Data entries:
# # #

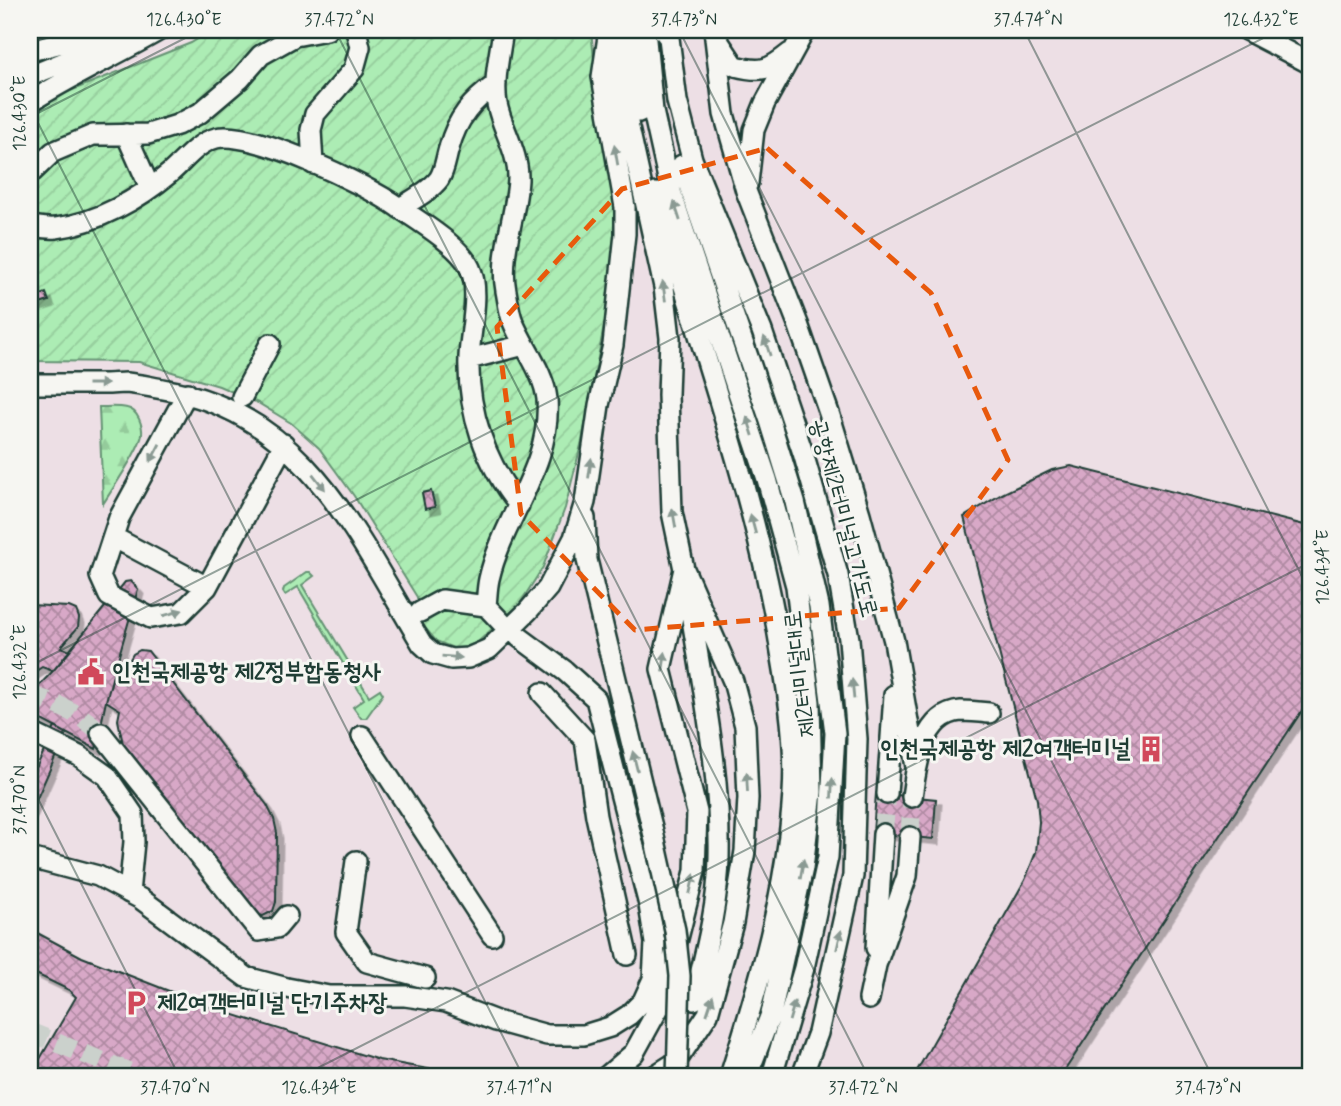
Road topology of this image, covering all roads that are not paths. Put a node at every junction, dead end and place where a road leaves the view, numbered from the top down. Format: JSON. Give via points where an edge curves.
{"nodes":[{"id":1,"x":145,"y":30,"type":"edge"},
{"id":2,"x":160,"y":30,"type":"edge"},
{"id":3,"x":327,"y":30,"type":"edge"},
{"id":4,"x":356,"y":30,"type":"edge"},
{"id":5,"x":503,"y":30,"type":"edge"},
{"id":6,"x":610,"y":30,"type":"edge"},
{"id":7,"x":628,"y":30,"type":"edge"},
{"id":8,"x":645,"y":30,"type":"edge"},
{"id":9,"x":661,"y":30,"type":"edge"},
{"id":10,"x":805,"y":30,"type":"edge"},
{"id":11,"x":1246,"y":30,"type":"edge"},
{"id":12,"x":714,"y":33,"type":"edge"},
{"id":13,"x":121,"y":39,"type":"junction"},
{"id":14,"x":796,"y":48,"type":"junction"},
{"id":15,"x":30,"y":51,"type":"edge"},
{"id":16,"x":1311,"y":64,"type":"edge"},
{"id":17,"x":30,"y":76,"type":"edge"},
{"id":18,"x":496,"y":84,"type":"junction"},
{"id":19,"x":30,"y":102,"type":"edge"},
{"id":20,"x":205,"y":109,"type":"junction"},
{"id":21,"x":126,"y":134,"type":"junction"},
{"id":22,"x":219,"y":138,"type":"junction"},
{"id":23,"x":313,"y":164,"type":"junction"},
{"id":24,"x":30,"y":174,"type":"edge"},
{"id":25,"x":150,"y":188,"type":"junction"},
{"id":26,"x":747,"y":191,"type":"junction"},
{"id":27,"x":400,"y":208,"type":"junction"},
{"id":28,"x":30,"y":226,"type":"edge"},
{"id":29,"x":505,"y":271,"type":"junction"},
{"id":30,"x":475,"y":279,"type":"junction"},
{"id":31,"x":270,"y":344,"type":"dead end"},
{"id":32,"x":524,"y":345,"type":"junction"},
{"id":33,"x":469,"y":359,"type":"junction"},
{"id":34,"x":30,"y":384,"type":"edge"},
{"id":35,"x":187,"y":393,"type":"junction"},
{"id":36,"x":242,"y":397,"type":"dead end"},
{"id":37,"x":284,"y":444,"type":"junction"},
{"id":38,"x":584,"y":502,"type":"junction"},
{"id":39,"x":519,"y":505,"type":"junction"},
{"id":40,"x":113,"y":537,"type":"junction"},
{"id":41,"x":684,"y":569,"type":"junction"},
{"id":42,"x":207,"y":587,"type":"junction"},
{"id":43,"x":486,"y":606,"type":"junction"},
{"id":44,"x":420,"y":612,"type":"dead end"},
{"id":45,"x":503,"y":624,"type":"dead end"},
{"id":46,"x":519,"y":637,"type":"dead end"},
{"id":47,"x":894,"y":641,"type":"junction"},
{"id":48,"x":542,"y":693,"type":"dead end"},
{"id":49,"x":989,"y":713,"type":"dead end"},
{"id":50,"x":30,"y":732,"type":"edge"},
{"id":51,"x":101,"y":733,"type":"tunnel mouth"},
{"id":52,"x":362,"y":736,"type":"dead end"},
{"id":53,"x":916,"y":767,"type":"junction"},
{"id":54,"x":887,"y":794,"type":"tunnel mouth"},
{"id":55,"x":912,"y":797,"type":"tunnel mouth"},
{"id":56,"x":883,"y":834,"type":"tunnel mouth"},
{"id":57,"x":910,"y":837,"type":"tunnel mouth"},
{"id":58,"x":30,"y":858,"type":"edge"},
{"id":59,"x":356,"y":861,"type":"dead end"},
{"id":60,"x":129,"y":893,"type":"junction"},
{"id":61,"x":287,"y":916,"type":"dead end"},
{"id":62,"x":492,"y":935,"type":"dead end"},
{"id":63,"x":627,"y":955,"type":"dead end"},
{"id":64,"x":876,"y":965,"type":"junction"},
{"id":65,"x":425,"y":978,"type":"dead end"},
{"id":66,"x":869,"y":999,"type":"dead end"},
{"id":67,"x":694,"y":1000,"type":"dead end"},
{"id":68,"x":607,"y":1076,"type":"edge"},
{"id":69,"x":654,"y":1076,"type":"edge"},
{"id":70,"x":677,"y":1076,"type":"edge"},
{"id":71,"x":730,"y":1076,"type":"edge"},
{"id":72,"x":747,"y":1076,"type":"edge"},
{"id":73,"x":772,"y":1076,"type":"edge"},
{"id":74,"x":802,"y":1076,"type":"edge"}],
"edges":[{"from":1,"to":13,"type":"street"},
{"from":2,"to":19,"type":"street"},
{"from":3,"to":20,"type":"street","via":[[295,36],[261,55]]},
{"from":4,"to":23,"type":"street","via":[[360,47],[354,69],[315,114]]},
{"from":5,"to":18,"type":"street"},
{"from":38,"to":6,"type":"street","one_way":true,"via":[[613,345],[625,234],[625,207],[602,77]]},
{"from":41,"to":6,"type":"street","one_way":true,"via":[[672,512],[670,338],[664,287]]},
{"from":71,"to":7,"type":"street","name":"제2터미널대로","one_way":true,"via":[[758,988],[786,867],[793,791],[789,703],[771,590],[652,179]]},
{"from":72,"to":8,"type":"street","one_way":true,"via":[[771,1014],[803,868],[812,792],[810,702],[796,586],[767,479],[671,192],[653,111]]},
{"from":73,"to":9,"type":"street","name":"제2터미널대로","one_way":true,"via":[[804,968],[828,856],[835,733],[819,606],[794,502],[677,148],[663,74]]},
{"from":74,"to":9,"type":"street","name":"공항제2터미널고가도로","one_way":true,"via":[[818,1033],[853,876],[858,740],[849,639],[838,575],[803,453],[762,331],[692,159],[677,101],[669,38]]},
{"from":10,"to":14,"type":"street"},
{"from":11,"to":16,"type":"street"},
{"from":12,"to":14,"type":"street","via":[[735,66],[752,70],[771,68]]},
{"from":12,"to":26,"type":"street","via":[[724,114]]},
{"from":13,"to":15,"type":"street","via":[[101,33]]},
{"from":13,"to":17,"type":"street"},
{"from":14,"to":26,"type":"street","via":[[754,130]]},
{"from":18,"to":27,"type":"street","via":[[461,117],[440,177]]},
{"from":18,"to":29,"type":"street","via":[[518,178]]},
{"from":20,"to":21,"type":"street","via":[[177,125],[148,134]]},
{"from":20,"to":22,"type":"street"},
{"from":21,"to":24,"type":"street","via":[[83,139],[53,152]]},
{"from":21,"to":25,"type":"street"},
{"from":22,"to":23,"type":"street","via":[[283,151]]},
{"from":22,"to":25,"type":"street","via":[[206,142]]},
{"from":23,"to":27,"type":"street"},
{"from":25,"to":28,"type":"street","via":[[78,223],[55,228]]},
{"from":26,"to":47,"type":"street","via":[[830,416]]},
{"from":27,"to":30,"type":"street","via":[[458,251]]},
{"from":29,"to":30,"type":"street"},
{"from":29,"to":32,"type":"street","via":[[512,320]]},
{"from":30,"to":33,"type":"street"},
{"from":31,"to":36,"type":"street"},
{"from":32,"to":33,"type":"street"},
{"from":32,"to":39,"type":"street","via":[[547,396],[547,429]]},
{"from":33,"to":39,"type":"street","via":[[470,388],[485,450]]},
{"from":34,"to":35,"type":"street","one_way":true,"via":[[125,383]]},
{"from":35,"to":37,"type":"street","via":[[246,416]]},
{"from":35,"to":40,"type":"street","one_way":true},
{"from":37,"to":38,"type":"street","one_way":true,"via":[[338,506],[422,644],[432,654],[451,659],[468,659],[489,649],[548,588],[573,538]]},
{"from":37,"to":42,"type":"street"},
{"from":70,"to":38,"type":"street","one_way":true,"bridge":true,"via":[[680,976],[675,930],[587,560]]},
{"from":39,"to":43,"type":"street","via":[[495,559]]},
{"from":40,"to":42,"type":"street"},
{"from":40,"to":42,"type":"street","one_way":true,"via":[[100,576],[109,596],[151,618],[181,613]]},
{"from":41,"to":67,"type":"street","via":[[719,799],[719,862]]},
{"from":68,"to":41,"type":"street","one_way":true,"via":[[634,1053],[662,1002],[695,871],[697,813],[661,669]]},
{"from":69,"to":41,"type":"street","one_way":true,"via":[[676,1062],[708,1014],[733,923],[745,850],[745,726],[733,681]]},
{"from":43,"to":44,"type":"street","via":[[442,600]]},
{"from":43,"to":45,"type":"street"},
{"from":46,"to":60,"type":"street","via":[[596,699],[655,943],[653,979],[643,1001],[629,1015],[584,1035],[547,1035],[446,1002],[405,996],[329,996],[286,988],[246,977]]},
{"from":47,"to":53,"type":"street"},
{"from":47,"to":54,"type":"street","via":[[895,706]]},
{"from":48,"to":63,"type":"street","via":[[585,740],[596,816]]},
{"from":49,"to":53,"type":"street","via":[[958,711],[943,719],[925,736]]},
{"from":50,"to":60,"type":"street","via":[[107,776],[133,814]]},
{"from":51,"to":61,"type":"street","via":[[259,931],[276,928]]},
{"from":52,"to":62,"type":"street"},
{"from":53,"to":55,"type":"street"},
{"from":56,"to":64,"type":"street"},
{"from":57,"to":64,"type":"street","via":[[907,876]]},
{"from":58,"to":60,"type":"street","via":[[98,876]]},
{"from":59,"to":65,"type":"street","via":[[346,932],[366,962]]},
{"from":64,"to":66,"type":"street"}]}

# # #

• **PROBLEM DETAILS**: For each line above that contains the word "name", copy that line.

• **EXERCISE ANSWER**:
{"from":71,"to":7,"type":"street","name":"제2터미널대로","one_way":true,"via":[[758,988],[786,867],[793,791],[789,703],[771,590],[652,179]]},
{"from":73,"to":9,"type":"street","name":"제2터미널대로","one_way":true,"via":[[804,968],[828,856],[835,733],[819,606],[794,502],[677,148],[663,74]]},
{"from":74,"to":9,"type":"street","name":"공항제2터미널고가도로","one_way":true,"via":[[818,1033],[853,876],[858,740],[849,639],[838,575],[803,453],[762,331],[692,159],[677,101],[669,38]]},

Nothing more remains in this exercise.